■ TASK DETAILS
Reproduce all of the data exactly. Images are not to appear in the reply.

■ DATA EXTRACT
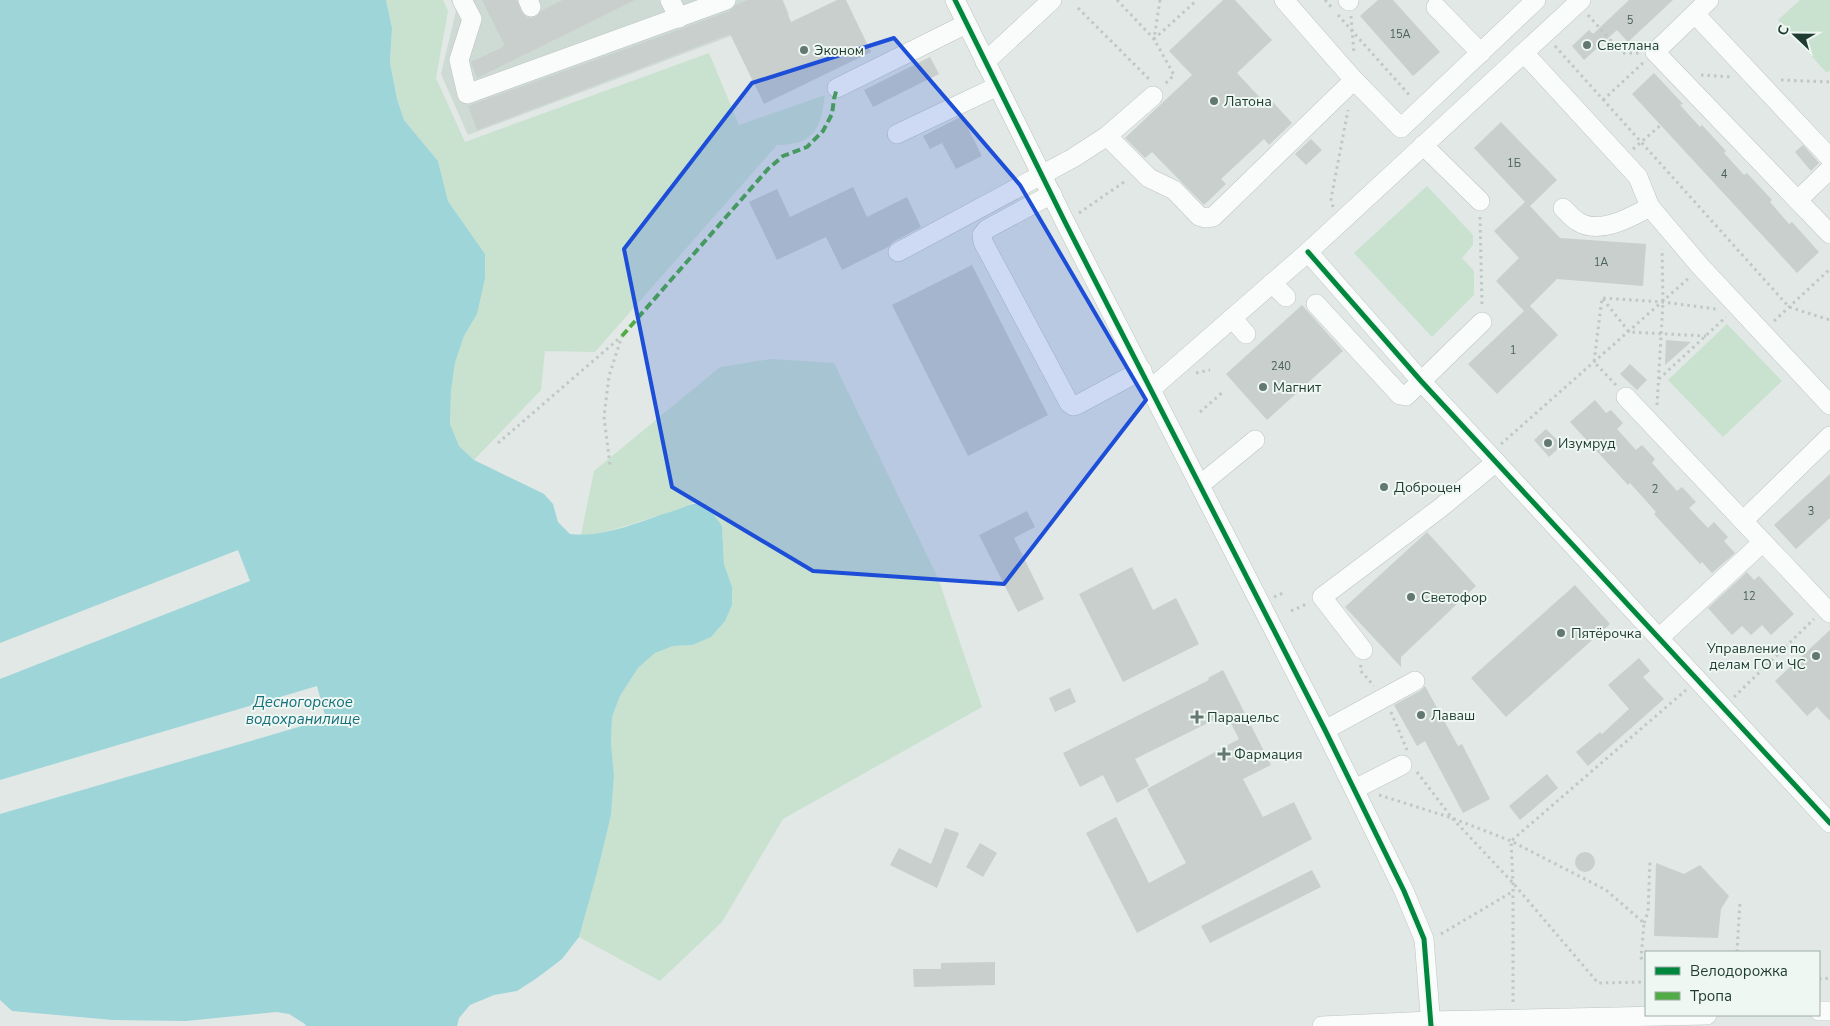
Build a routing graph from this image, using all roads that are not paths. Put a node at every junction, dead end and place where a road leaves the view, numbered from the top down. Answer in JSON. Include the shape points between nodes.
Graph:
{"nodes":[{"id":1,"x":462,"y":0,"type":"edge"},
{"id":2,"x":670,"y":0,"type":"edge"},
{"id":3,"x":726,"y":0,"type":"edge"},
{"id":4,"x":955,"y":0,"type":"edge"},
{"id":5,"x":1052,"y":0,"type":"edge"},
{"id":6,"x":1284,"y":0,"type":"edge"},
{"id":7,"x":1536,"y":0,"type":"edge"},
{"id":8,"x":1709,"y":0,"type":"edge"},
{"id":9,"x":1583,"y":4,"type":"edge"},
{"id":10,"x":1436,"y":7,"type":"dead end"},
{"id":11,"x":1695,"y":14,"type":"junction"},
{"id":12,"x":679,"y":18,"type":"junction"},
{"id":13,"x":966,"y":24,"type":"junction"},
{"id":14,"x":1481,"y":53,"type":"junction"},
{"id":15,"x":1524,"y":53,"type":"junction"},
{"id":16,"x":985,"y":62,"type":"junction"},
{"id":17,"x":1354,"y":80,"type":"junction"},
{"id":18,"x":998,"y":86,"type":"junction"},
{"id":19,"x":837,"y":88,"type":"dead end"},
{"id":20,"x":1156,"y":93,"type":"road end"},
{"id":21,"x":897,"y":134,"type":"dead end"},
{"id":22,"x":1107,"y":136,"type":"junction"},
{"id":23,"x":1423,"y":145,"type":"junction"},
{"id":24,"x":1830,"y":158,"type":"edge"},
{"id":25,"x":1830,"y":169,"type":"edge"},
{"id":26,"x":1042,"y":175,"type":"junction"},
{"id":27,"x":1052,"y":194,"type":"junction"},
{"id":28,"x":1480,"y":200,"type":"road end"},
{"id":29,"x":1798,"y":200,"type":"junction"},
{"id":30,"x":1650,"y":207,"type":"junction"},
{"id":31,"x":1563,"y":208,"type":"dead end"},
{"id":32,"x":1830,"y":234,"type":"edge"},
{"id":33,"x":898,"y":252,"type":"dead end"},
{"id":34,"x":1308,"y":252,"type":"junction"},
{"id":35,"x":1272,"y":283,"type":"junction"},
{"id":36,"x":1286,"y":297,"type":"dead end"},
{"id":37,"x":1316,"y":304,"type":"dead end"},
{"id":38,"x":1232,"y":318,"type":"junction"},
{"id":39,"x":1482,"y":322,"type":"road end"},
{"id":40,"x":1246,"y":334,"type":"dead end"},
{"id":41,"x":1142,"y":370,"type":"junction"},
{"id":42,"x":1421,"y":381,"type":"junction"},
{"id":43,"x":1151,"y":388,"type":"junction"},
{"id":44,"x":1626,"y":397,"type":"road end"},
{"id":45,"x":1830,"y":405,"type":"edge"},
{"id":46,"x":1830,"y":436,"type":"edge"},
{"id":47,"x":1255,"y":440,"type":"dead end"},
{"id":48,"x":1498,"y":454,"type":"junction"},
{"id":49,"x":1200,"y":485,"type":"junction"},
{"id":50,"x":1744,"y":521,"type":"junction"},
{"id":51,"x":1763,"y":542,"type":"junction"},
{"id":52,"x":1828,"y":610,"type":"edge"},
{"id":53,"x":1659,"y":638,"type":"junction"},
{"id":54,"x":1363,"y":650,"type":"road end"},
{"id":55,"x":1416,"y":681,"type":"dead end"},
{"id":56,"x":1325,"y":730,"type":"junction"},
{"id":57,"x":1408,"y":762,"type":"road end"},
{"id":58,"x":1355,"y":789,"type":"junction"},
{"id":59,"x":1830,"y":823,"type":"edge"},
{"id":60,"x":1676,"y":1016,"type":"edge"},
{"id":61,"x":1431,"y":1024,"type":"edge"},
{"id":62,"x":1322,"y":1026,"type":"edge"}],
"edges":[{"from":1,"to":12,"type":"street","via":[[472,19],[459,60],[468,94]]},
{"from":2,"to":12,"type":"street"},
{"from":3,"to":12,"type":"street"},
{"from":4,"to":13,"type":"street"},
{"from":5,"to":16,"type":"street"},
{"from":6,"to":17,"type":"street"},
{"from":7,"to":14,"type":"street"},
{"from":8,"to":11,"type":"street"},
{"from":9,"to":15,"type":"street"},
{"from":10,"to":14,"type":"street"},
{"from":11,"to":24,"type":"street"},
{"from":11,"to":29,"type":"street","via":[[1655,52]]},
{"from":13,"to":16,"type":"street"},
{"from":13,"to":19,"type":"street"},
{"from":14,"to":17,"type":"street","via":[[1401,128]]},
{"from":15,"to":23,"type":"street"},
{"from":15,"to":30,"type":"street","via":[[1638,178]]},
{"from":16,"to":18,"type":"street"},
{"from":17,"to":22,"type":"street","via":[[1213,217],[1199,216],[1174,190],[1149,178]]},
{"from":18,"to":21,"type":"street"},
{"from":18,"to":26,"type":"street"},
{"from":20,"to":22,"type":"street"},
{"from":22,"to":26,"type":"street"},
{"from":23,"to":28,"type":"street"},
{"from":23,"to":34,"type":"street"},
{"from":25,"to":29,"type":"street"},
{"from":26,"to":27,"type":"street"},
{"from":26,"to":33,"type":"street"},
{"from":27,"to":41,"type":"street"},
{"from":27,"to":41,"type":"street","via":[[987,230],[982,235],[983,242],[1073,406]]},
{"from":29,"to":32,"type":"street"},
{"from":30,"to":31,"type":"street","via":[[1619,224],[1592,227],[1578,222]]},
{"from":30,"to":45,"type":"street","via":[[1739,312]]},
{"from":34,"to":35,"type":"street"},
{"from":34,"to":42,"type":"street"},
{"from":35,"to":36,"type":"street"},
{"from":35,"to":38,"type":"street"},
{"from":37,"to":42,"type":"street","via":[[1400,395],[1406,396]]},
{"from":38,"to":40,"type":"street"},
{"from":38,"to":43,"type":"street"},
{"from":39,"to":42,"type":"street"},
{"from":41,"to":43,"type":"street"},
{"from":42,"to":48,"type":"street"},
{"from":43,"to":49,"type":"street"},
{"from":44,"to":50,"type":"street"},
{"from":46,"to":50,"type":"street"},
{"from":47,"to":49,"type":"street"},
{"from":48,"to":53,"type":"street"},
{"from":48,"to":54,"type":"street","via":[[1439,509],[1322,597]]},
{"from":49,"to":56,"type":"street"},
{"from":50,"to":51,"type":"street"},
{"from":51,"to":52,"type":"street"},
{"from":51,"to":53,"type":"street"},
{"from":53,"to":59,"type":"street"},
{"from":55,"to":56,"type":"street"},
{"from":56,"to":58,"type":"street"},
{"from":57,"to":58,"type":"street"},
{"from":58,"to":61,"type":"street","via":[[1424,939]]},
{"from":60,"to":61,"type":"street"},
{"from":61,"to":62,"type":"street"}]}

■ SOLUTION TO THE EXERCISE
Build a routing graph from this image, using all roads that are not paths. Put a node at every junction, dead end and place where a road leaves the view, numbered from the top down. Answer in JSON. Include the shape points between nodes.
Graph:
{"nodes":[{"id":1,"x":462,"y":0,"type":"edge"},
{"id":2,"x":670,"y":0,"type":"edge"},
{"id":3,"x":726,"y":0,"type":"edge"},
{"id":4,"x":955,"y":0,"type":"edge"},
{"id":5,"x":1052,"y":0,"type":"edge"},
{"id":6,"x":1284,"y":0,"type":"edge"},
{"id":7,"x":1536,"y":0,"type":"edge"},
{"id":8,"x":1709,"y":0,"type":"edge"},
{"id":9,"x":1583,"y":4,"type":"edge"},
{"id":10,"x":1436,"y":7,"type":"dead end"},
{"id":11,"x":1695,"y":14,"type":"junction"},
{"id":12,"x":679,"y":18,"type":"junction"},
{"id":13,"x":966,"y":24,"type":"junction"},
{"id":14,"x":1481,"y":53,"type":"junction"},
{"id":15,"x":1524,"y":53,"type":"junction"},
{"id":16,"x":985,"y":62,"type":"junction"},
{"id":17,"x":1354,"y":80,"type":"junction"},
{"id":18,"x":998,"y":86,"type":"junction"},
{"id":19,"x":837,"y":88,"type":"dead end"},
{"id":20,"x":1156,"y":93,"type":"road end"},
{"id":21,"x":897,"y":134,"type":"dead end"},
{"id":22,"x":1107,"y":136,"type":"junction"},
{"id":23,"x":1423,"y":145,"type":"junction"},
{"id":24,"x":1830,"y":158,"type":"edge"},
{"id":25,"x":1830,"y":169,"type":"edge"},
{"id":26,"x":1042,"y":175,"type":"junction"},
{"id":27,"x":1052,"y":194,"type":"junction"},
{"id":28,"x":1480,"y":200,"type":"road end"},
{"id":29,"x":1798,"y":200,"type":"junction"},
{"id":30,"x":1650,"y":207,"type":"junction"},
{"id":31,"x":1563,"y":208,"type":"dead end"},
{"id":32,"x":1830,"y":234,"type":"edge"},
{"id":33,"x":898,"y":252,"type":"dead end"},
{"id":34,"x":1308,"y":252,"type":"junction"},
{"id":35,"x":1272,"y":283,"type":"junction"},
{"id":36,"x":1286,"y":297,"type":"dead end"},
{"id":37,"x":1316,"y":304,"type":"dead end"},
{"id":38,"x":1232,"y":318,"type":"junction"},
{"id":39,"x":1482,"y":322,"type":"road end"},
{"id":40,"x":1246,"y":334,"type":"dead end"},
{"id":41,"x":1142,"y":370,"type":"junction"},
{"id":42,"x":1421,"y":381,"type":"junction"},
{"id":43,"x":1151,"y":388,"type":"junction"},
{"id":44,"x":1626,"y":397,"type":"road end"},
{"id":45,"x":1830,"y":405,"type":"edge"},
{"id":46,"x":1830,"y":436,"type":"edge"},
{"id":47,"x":1255,"y":440,"type":"dead end"},
{"id":48,"x":1498,"y":454,"type":"junction"},
{"id":49,"x":1200,"y":485,"type":"junction"},
{"id":50,"x":1744,"y":521,"type":"junction"},
{"id":51,"x":1763,"y":542,"type":"junction"},
{"id":52,"x":1828,"y":610,"type":"edge"},
{"id":53,"x":1659,"y":638,"type":"junction"},
{"id":54,"x":1363,"y":650,"type":"road end"},
{"id":55,"x":1416,"y":681,"type":"dead end"},
{"id":56,"x":1325,"y":730,"type":"junction"},
{"id":57,"x":1408,"y":762,"type":"road end"},
{"id":58,"x":1355,"y":789,"type":"junction"},
{"id":59,"x":1830,"y":823,"type":"edge"},
{"id":60,"x":1676,"y":1016,"type":"edge"},
{"id":61,"x":1431,"y":1024,"type":"edge"},
{"id":62,"x":1322,"y":1026,"type":"edge"}],
"edges":[{"from":1,"to":12,"type":"street","via":[[472,19],[459,60],[468,94]]},
{"from":2,"to":12,"type":"street"},
{"from":3,"to":12,"type":"street"},
{"from":4,"to":13,"type":"street"},
{"from":5,"to":16,"type":"street"},
{"from":6,"to":17,"type":"street"},
{"from":7,"to":14,"type":"street"},
{"from":8,"to":11,"type":"street"},
{"from":9,"to":15,"type":"street"},
{"from":10,"to":14,"type":"street"},
{"from":11,"to":24,"type":"street"},
{"from":11,"to":29,"type":"street","via":[[1655,52]]},
{"from":13,"to":16,"type":"street"},
{"from":13,"to":19,"type":"street"},
{"from":14,"to":17,"type":"street","via":[[1401,128]]},
{"from":15,"to":23,"type":"street"},
{"from":15,"to":30,"type":"street","via":[[1638,178]]},
{"from":16,"to":18,"type":"street"},
{"from":17,"to":22,"type":"street","via":[[1213,217],[1199,216],[1174,190],[1149,178]]},
{"from":18,"to":21,"type":"street"},
{"from":18,"to":26,"type":"street"},
{"from":20,"to":22,"type":"street"},
{"from":22,"to":26,"type":"street"},
{"from":23,"to":28,"type":"street"},
{"from":23,"to":34,"type":"street"},
{"from":25,"to":29,"type":"street"},
{"from":26,"to":27,"type":"street"},
{"from":26,"to":33,"type":"street"},
{"from":27,"to":41,"type":"street"},
{"from":27,"to":41,"type":"street","via":[[987,230],[982,235],[983,242],[1073,406]]},
{"from":29,"to":32,"type":"street"},
{"from":30,"to":31,"type":"street","via":[[1619,224],[1592,227],[1578,222]]},
{"from":30,"to":45,"type":"street","via":[[1739,312]]},
{"from":34,"to":35,"type":"street"},
{"from":34,"to":42,"type":"street"},
{"from":35,"to":36,"type":"street"},
{"from":35,"to":38,"type":"street"},
{"from":37,"to":42,"type":"street","via":[[1400,395],[1406,396]]},
{"from":38,"to":40,"type":"street"},
{"from":38,"to":43,"type":"street"},
{"from":39,"to":42,"type":"street"},
{"from":41,"to":43,"type":"street"},
{"from":42,"to":48,"type":"street"},
{"from":43,"to":49,"type":"street"},
{"from":44,"to":50,"type":"street"},
{"from":46,"to":50,"type":"street"},
{"from":47,"to":49,"type":"street"},
{"from":48,"to":53,"type":"street"},
{"from":48,"to":54,"type":"street","via":[[1439,509],[1322,597]]},
{"from":49,"to":56,"type":"street"},
{"from":50,"to":51,"type":"street"},
{"from":51,"to":52,"type":"street"},
{"from":51,"to":53,"type":"street"},
{"from":53,"to":59,"type":"street"},
{"from":55,"to":56,"type":"street"},
{"from":56,"to":58,"type":"street"},
{"from":57,"to":58,"type":"street"},
{"from":58,"to":61,"type":"street","via":[[1424,939]]},
{"from":60,"to":61,"type":"street"},
{"from":61,"to":62,"type":"street"}]}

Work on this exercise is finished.